BEGIN Raw data
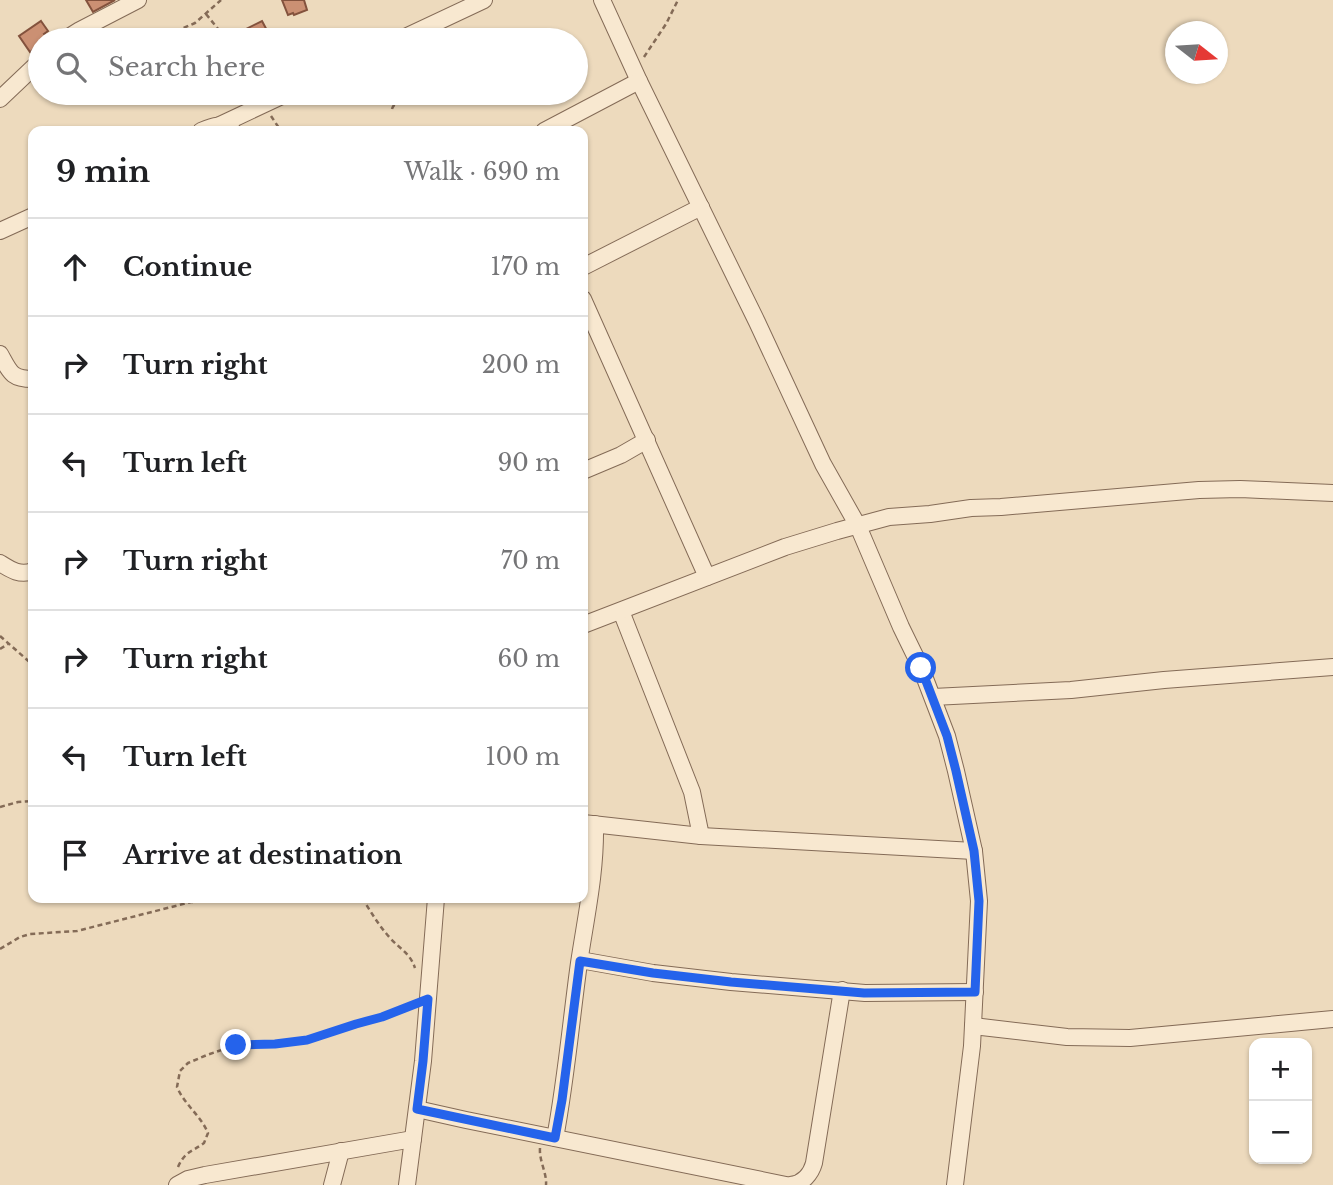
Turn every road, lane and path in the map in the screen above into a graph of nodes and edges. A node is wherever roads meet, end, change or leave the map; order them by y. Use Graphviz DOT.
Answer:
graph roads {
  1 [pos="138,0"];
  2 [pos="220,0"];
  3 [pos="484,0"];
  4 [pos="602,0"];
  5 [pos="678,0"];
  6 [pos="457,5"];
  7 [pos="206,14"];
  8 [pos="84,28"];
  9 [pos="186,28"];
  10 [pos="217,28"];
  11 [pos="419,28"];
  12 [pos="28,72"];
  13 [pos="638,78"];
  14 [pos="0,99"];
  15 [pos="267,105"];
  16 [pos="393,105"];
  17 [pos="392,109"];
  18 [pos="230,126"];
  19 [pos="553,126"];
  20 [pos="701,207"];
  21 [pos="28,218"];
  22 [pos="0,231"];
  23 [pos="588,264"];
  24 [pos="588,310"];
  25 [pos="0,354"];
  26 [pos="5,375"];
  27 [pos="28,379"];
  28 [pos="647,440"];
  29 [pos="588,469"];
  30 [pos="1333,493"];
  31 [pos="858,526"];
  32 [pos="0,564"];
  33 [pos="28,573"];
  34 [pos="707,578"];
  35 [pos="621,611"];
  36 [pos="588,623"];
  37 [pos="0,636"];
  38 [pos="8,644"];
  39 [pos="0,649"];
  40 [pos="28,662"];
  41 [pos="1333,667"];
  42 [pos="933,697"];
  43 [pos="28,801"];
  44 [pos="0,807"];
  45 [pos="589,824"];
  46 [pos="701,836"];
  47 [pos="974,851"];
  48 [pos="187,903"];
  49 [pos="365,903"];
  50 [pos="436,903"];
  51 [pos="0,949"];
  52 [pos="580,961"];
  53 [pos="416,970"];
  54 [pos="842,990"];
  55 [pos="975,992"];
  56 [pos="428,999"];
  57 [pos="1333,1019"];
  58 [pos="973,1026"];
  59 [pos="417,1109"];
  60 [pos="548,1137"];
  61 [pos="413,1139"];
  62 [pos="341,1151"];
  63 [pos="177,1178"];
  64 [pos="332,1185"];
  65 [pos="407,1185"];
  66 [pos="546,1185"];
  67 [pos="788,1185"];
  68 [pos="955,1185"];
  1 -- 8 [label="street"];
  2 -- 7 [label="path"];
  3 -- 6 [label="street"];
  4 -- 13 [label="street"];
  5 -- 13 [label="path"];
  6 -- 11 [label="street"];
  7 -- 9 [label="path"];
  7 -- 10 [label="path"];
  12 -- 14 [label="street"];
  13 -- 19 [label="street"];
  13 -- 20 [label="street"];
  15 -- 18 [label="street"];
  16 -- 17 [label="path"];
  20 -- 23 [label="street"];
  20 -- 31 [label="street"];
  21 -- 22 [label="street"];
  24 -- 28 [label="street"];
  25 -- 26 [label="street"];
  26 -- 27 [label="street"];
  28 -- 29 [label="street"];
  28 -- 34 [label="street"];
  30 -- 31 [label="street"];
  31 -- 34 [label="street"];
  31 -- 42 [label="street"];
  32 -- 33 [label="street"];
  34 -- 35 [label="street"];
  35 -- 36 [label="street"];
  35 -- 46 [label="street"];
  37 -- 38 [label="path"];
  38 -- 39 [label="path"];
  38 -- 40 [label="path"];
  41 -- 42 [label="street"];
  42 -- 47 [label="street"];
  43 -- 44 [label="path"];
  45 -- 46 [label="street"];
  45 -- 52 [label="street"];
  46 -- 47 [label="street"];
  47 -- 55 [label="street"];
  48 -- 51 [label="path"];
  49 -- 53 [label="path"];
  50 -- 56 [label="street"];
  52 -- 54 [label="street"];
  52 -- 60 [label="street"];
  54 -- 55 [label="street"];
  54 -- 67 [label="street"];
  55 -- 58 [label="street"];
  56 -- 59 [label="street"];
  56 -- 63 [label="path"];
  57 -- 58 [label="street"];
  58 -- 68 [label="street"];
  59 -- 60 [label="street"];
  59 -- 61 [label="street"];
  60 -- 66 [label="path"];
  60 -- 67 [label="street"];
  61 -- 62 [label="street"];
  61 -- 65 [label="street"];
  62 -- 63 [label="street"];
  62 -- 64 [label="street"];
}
END Raw data
BEGIN Raw data
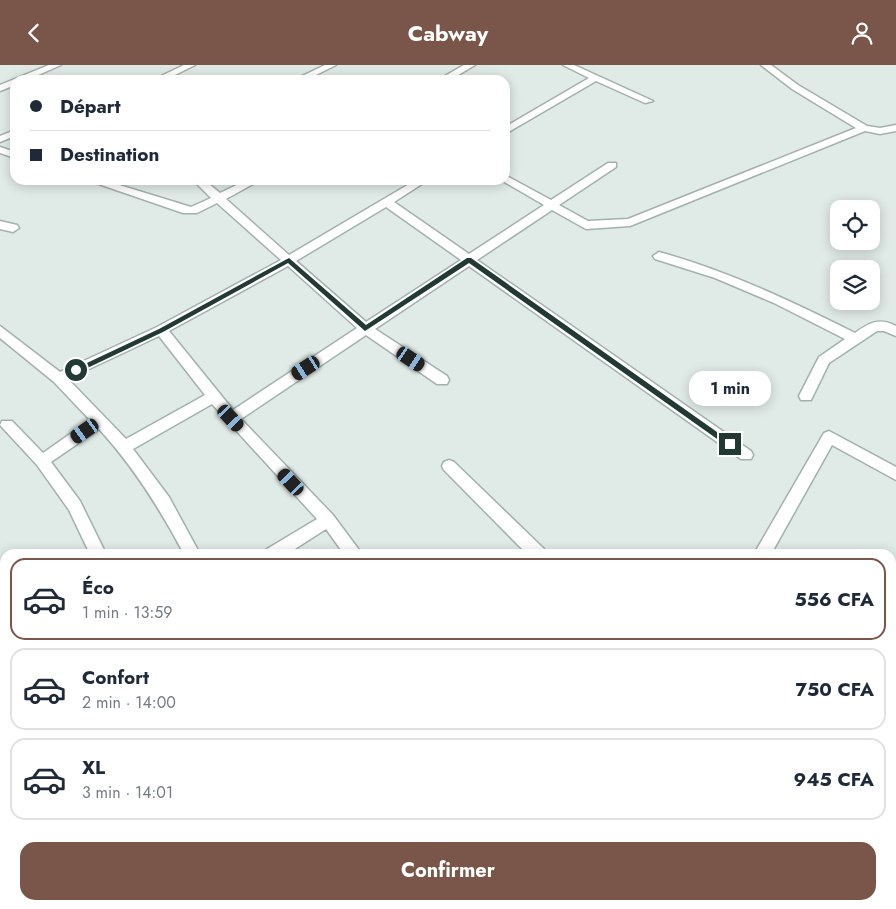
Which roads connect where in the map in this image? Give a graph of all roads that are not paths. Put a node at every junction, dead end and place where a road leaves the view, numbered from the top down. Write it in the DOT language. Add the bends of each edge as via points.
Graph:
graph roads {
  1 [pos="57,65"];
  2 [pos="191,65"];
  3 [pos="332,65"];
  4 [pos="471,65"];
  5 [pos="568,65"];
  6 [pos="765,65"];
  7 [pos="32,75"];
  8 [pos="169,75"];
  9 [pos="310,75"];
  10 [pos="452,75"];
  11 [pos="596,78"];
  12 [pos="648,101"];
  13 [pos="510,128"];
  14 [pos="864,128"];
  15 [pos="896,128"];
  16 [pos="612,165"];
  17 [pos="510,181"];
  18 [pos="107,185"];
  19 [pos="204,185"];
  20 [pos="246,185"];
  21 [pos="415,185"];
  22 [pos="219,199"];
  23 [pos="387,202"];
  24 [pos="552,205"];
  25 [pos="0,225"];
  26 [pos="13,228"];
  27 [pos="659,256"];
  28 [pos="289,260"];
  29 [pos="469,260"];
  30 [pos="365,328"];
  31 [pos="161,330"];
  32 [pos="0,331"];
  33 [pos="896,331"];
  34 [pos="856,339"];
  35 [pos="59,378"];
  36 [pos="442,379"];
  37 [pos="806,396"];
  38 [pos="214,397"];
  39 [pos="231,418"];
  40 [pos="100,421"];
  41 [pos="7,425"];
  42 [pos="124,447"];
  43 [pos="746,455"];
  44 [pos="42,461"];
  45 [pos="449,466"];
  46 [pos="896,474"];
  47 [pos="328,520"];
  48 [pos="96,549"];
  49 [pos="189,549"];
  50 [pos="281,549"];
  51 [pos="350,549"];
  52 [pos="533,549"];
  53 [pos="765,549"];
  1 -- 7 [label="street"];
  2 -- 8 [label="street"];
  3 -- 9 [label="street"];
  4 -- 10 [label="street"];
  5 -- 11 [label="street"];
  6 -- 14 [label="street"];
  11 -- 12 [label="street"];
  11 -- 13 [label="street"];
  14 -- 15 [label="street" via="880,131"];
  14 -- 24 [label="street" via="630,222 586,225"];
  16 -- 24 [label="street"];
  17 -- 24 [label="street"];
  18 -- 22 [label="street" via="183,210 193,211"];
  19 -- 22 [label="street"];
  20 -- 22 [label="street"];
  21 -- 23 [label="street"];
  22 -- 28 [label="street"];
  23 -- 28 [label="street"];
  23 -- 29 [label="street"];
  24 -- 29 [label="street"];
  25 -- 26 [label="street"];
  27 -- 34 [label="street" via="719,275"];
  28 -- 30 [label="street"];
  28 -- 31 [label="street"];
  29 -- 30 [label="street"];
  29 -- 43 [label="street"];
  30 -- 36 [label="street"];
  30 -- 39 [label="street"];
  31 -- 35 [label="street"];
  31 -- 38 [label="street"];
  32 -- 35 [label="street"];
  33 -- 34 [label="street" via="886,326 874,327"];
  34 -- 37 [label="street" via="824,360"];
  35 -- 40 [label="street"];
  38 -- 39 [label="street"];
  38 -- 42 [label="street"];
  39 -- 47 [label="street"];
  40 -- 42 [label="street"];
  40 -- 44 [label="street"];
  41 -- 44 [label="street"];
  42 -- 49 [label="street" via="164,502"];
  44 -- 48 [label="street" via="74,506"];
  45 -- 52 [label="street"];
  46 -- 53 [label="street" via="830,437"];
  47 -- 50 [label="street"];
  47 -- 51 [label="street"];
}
END Raw data
§ **Task goal**:
Whenever a line above includes the string "every", copy it.

§ **Answer below**:
Turn every road, lane and path in the map in the screen above into a graph of nodes and edges. A node is wherever roads meet, end, change or leave the map; order them by y. Use Graphviz DOT.
Which roads connect where in the map in this image? Give a graph of all roads that are not paths. Put a node at every junction, dead end and place where a road leaves the view, numbered from the top down. Write it in the DOT language. Add the bends of each edge as via points.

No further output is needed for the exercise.